School of Health and Welfare, Jönköping University, Jönköping, Sweden.
Department of Anesthesia and Intensive Care, Ryhov County Hospital, Jönköping, Sweden.
J Clin Nurs. 2019 Mar;28(5-6):959-968. doi: 10.1111/jocn.14705. Epub 2018 Nov 8.
To validate the Numeric Rating Scale (NRS) for postoperative nausea assessments, and determine whether a central tendency, median, based on patients' self-rated nausea is a clinically applicable daily measure to describe patients' nausea after major surgery.

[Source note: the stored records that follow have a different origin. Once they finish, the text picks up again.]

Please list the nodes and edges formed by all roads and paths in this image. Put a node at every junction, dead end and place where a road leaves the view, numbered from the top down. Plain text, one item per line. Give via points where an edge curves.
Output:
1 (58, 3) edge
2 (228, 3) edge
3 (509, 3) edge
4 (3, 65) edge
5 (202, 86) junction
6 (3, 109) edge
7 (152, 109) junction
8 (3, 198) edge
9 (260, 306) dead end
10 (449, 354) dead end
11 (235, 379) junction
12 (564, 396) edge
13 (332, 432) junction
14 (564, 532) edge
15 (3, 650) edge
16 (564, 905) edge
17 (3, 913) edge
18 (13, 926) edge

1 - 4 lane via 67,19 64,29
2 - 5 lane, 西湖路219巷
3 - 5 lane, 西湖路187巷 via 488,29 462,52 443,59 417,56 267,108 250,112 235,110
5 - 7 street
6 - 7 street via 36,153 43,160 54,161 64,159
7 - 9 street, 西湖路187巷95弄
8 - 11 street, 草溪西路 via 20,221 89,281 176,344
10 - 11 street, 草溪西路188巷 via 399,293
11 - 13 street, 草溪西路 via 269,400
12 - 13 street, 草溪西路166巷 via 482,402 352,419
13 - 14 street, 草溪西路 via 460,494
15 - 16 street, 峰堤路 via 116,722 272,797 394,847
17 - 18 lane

Postoperative nausea causes major discomfort, risks for complications and prolonged hospital stays. The NRS is recommended for the assessment of pain but is little explored for assessing nausea.

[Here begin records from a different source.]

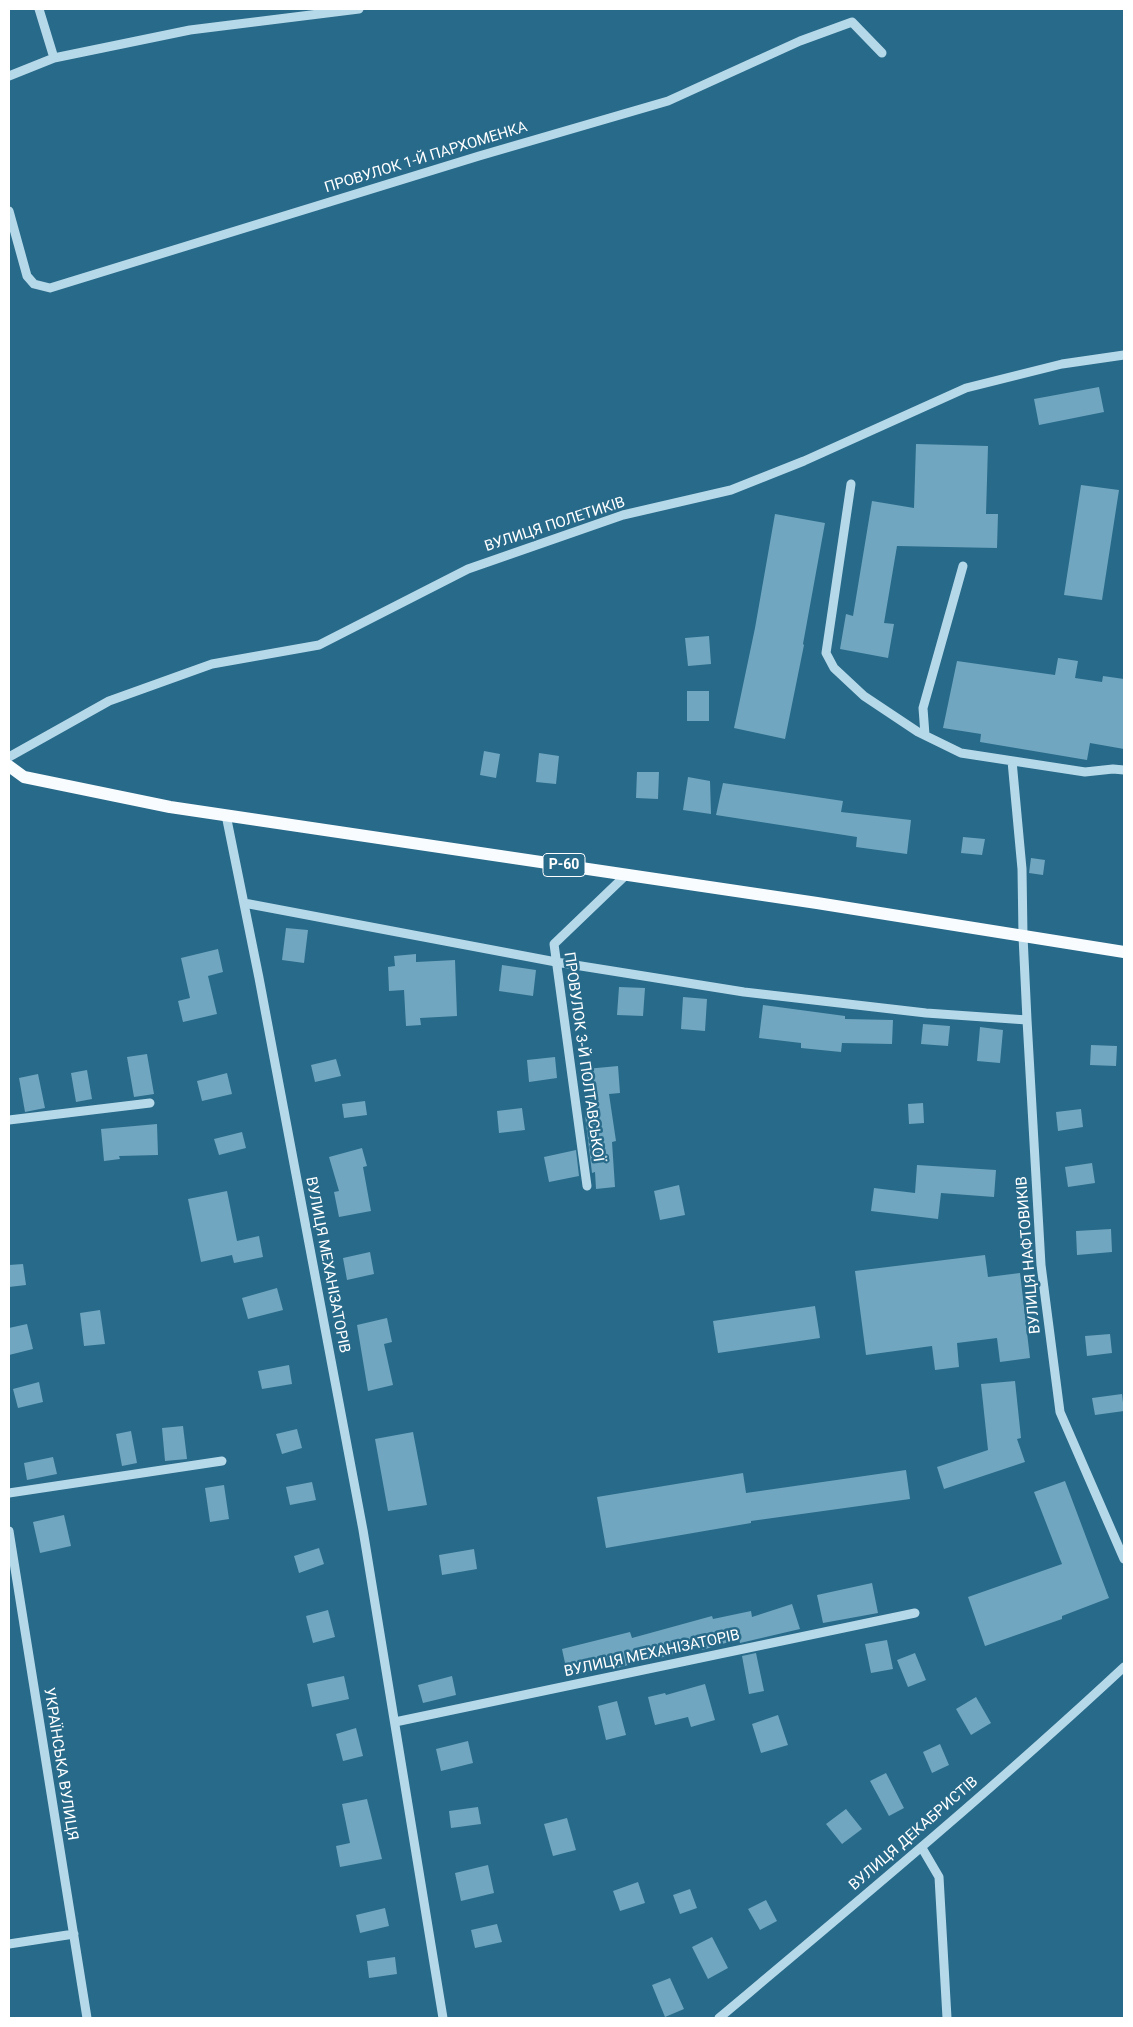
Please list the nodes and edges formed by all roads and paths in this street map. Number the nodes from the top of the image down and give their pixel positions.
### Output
1 (39, 9) edge
2 (359, 9) edge
3 (882, 53) dead end
4 (54, 58) junction
5 (9, 76) edge
6 (9, 211) edge
7 (1124, 355) edge
8 (851, 484) dead end
9 (963, 566) dead end
10 (925, 735) junction
11 (9, 757) edge
12 (1012, 761) junction
13 (9, 766) edge
14 (1124, 770) edge
15 (9, 774) edge
16 (24, 777) junction
17 (226, 814) junction
18 (627, 874) junction
19 (244, 904) junction
20 (1023, 936) junction
21 (1124, 952) edge
22 (556, 962) junction
23 (1027, 1020) junction
24 (150, 1102) dead end
25 (9, 1120) edge
26 (587, 1186) dead end
27 (222, 1461) dead end
28 (9, 1493) edge
29 (9, 1531) edge
30 (1124, 1559) edge
31 (20, 1598) junction
32 (9, 1600) edge
33 (915, 1613) dead end
34 (1124, 1668) edge
35 (394, 1722) junction
36 (922, 1848) junction
37 (74, 1934) junction
38 (9, 1944) edge
39 (87, 2018) edge
40 (443, 2018) edge
41 (719, 2018) edge
42 (947, 2018) edge

1 - 4 street
2 - 4 street
3 - 6 street, ПРОВУЛОК 1-Й ПАРХОМЕНКА
4 - 5 street
7 - 11 street, ВУЛИЦЯ ПОЛЕТИКІВ
8 - 10 street
9 - 10 street
10 - 12 street
12 - 14 street
12 - 20 street, ВУЛИЦЯ НАФТОВИКІВ
13 - 16 main road, Р-60
15 - 16 main road
16 - 17 main road, Р-60
17 - 18 main road, Р-60
17 - 19 street, ВУЛИЦЯ МЕХАНІЗАТОРІВ
18 - 20 main road, Р-60
18 - 22 street, ПРОВУЛОК 3-Й ПОЛТАВСЬКОЇ
19 - 22 street
19 - 35 street, ВУЛИЦЯ МЕХАНІЗАТОРІВ
20 - 21 main road, Р-60
20 - 23 street, ВУЛИЦЯ НАФТОВИКІВ
22 - 23 street
22 - 26 street, ПРОВУЛОК 3-Й ПОЛТАВСЬКОЇ
23 - 30 street, ВУЛИЦЯ НАФТОВИКІВ
24 - 25 street
27 - 28 street
29 - 31 street, УКРАЇНСЬКА ВУЛИЦЯ
31 - 32 street
31 - 37 street, УКРАЇНСЬКА ВУЛИЦЯ
33 - 35 street, ВУЛИЦЯ МЕХАНІЗАТОРІВ
34 - 36 street, ВУЛИЦЯ ДЕКАБРИСТІВ
35 - 40 street, ВУЛИЦЯ МЕХАНІЗАТОРІВ
36 - 41 street, ВУЛИЦЯ ДЕКАБРИСТІВ
36 - 42 street
37 - 38 street
37 - 39 street, УКРАЇНСЬКА ВУЛИЦЯ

A repeated measure design was carried out on patients who had undergone major surgery in three Swedish hospitals.
Nonparametric statistical methods were used to analyse (a) associations between the NRS and a verbal scale (no, mild, moderate and severe) and (b) to analyse associations between Measure 1 (nausea scores postoperative Day 1) and Measure 2 (retrospective nausea scores at rest and during activity, postoperative Day 2). Reporting of this research adheres to the Strobe Guidelines.
The mean age of the 479 patients (44% women) in the sample was 65 years (range, 22-93 years). Self-assessed nausea scores from the NRS and the verbal scale correlated well (r = 0.79). Correlation between nausea at rest and nausea during activity was r = 0.81. The calculated median scores (Measure 1) showed only moderate correlations with retrospective nausea scores (Measure 2); 4-9 ratings, r = 0.41; 6-9 ratings, r = 0.54.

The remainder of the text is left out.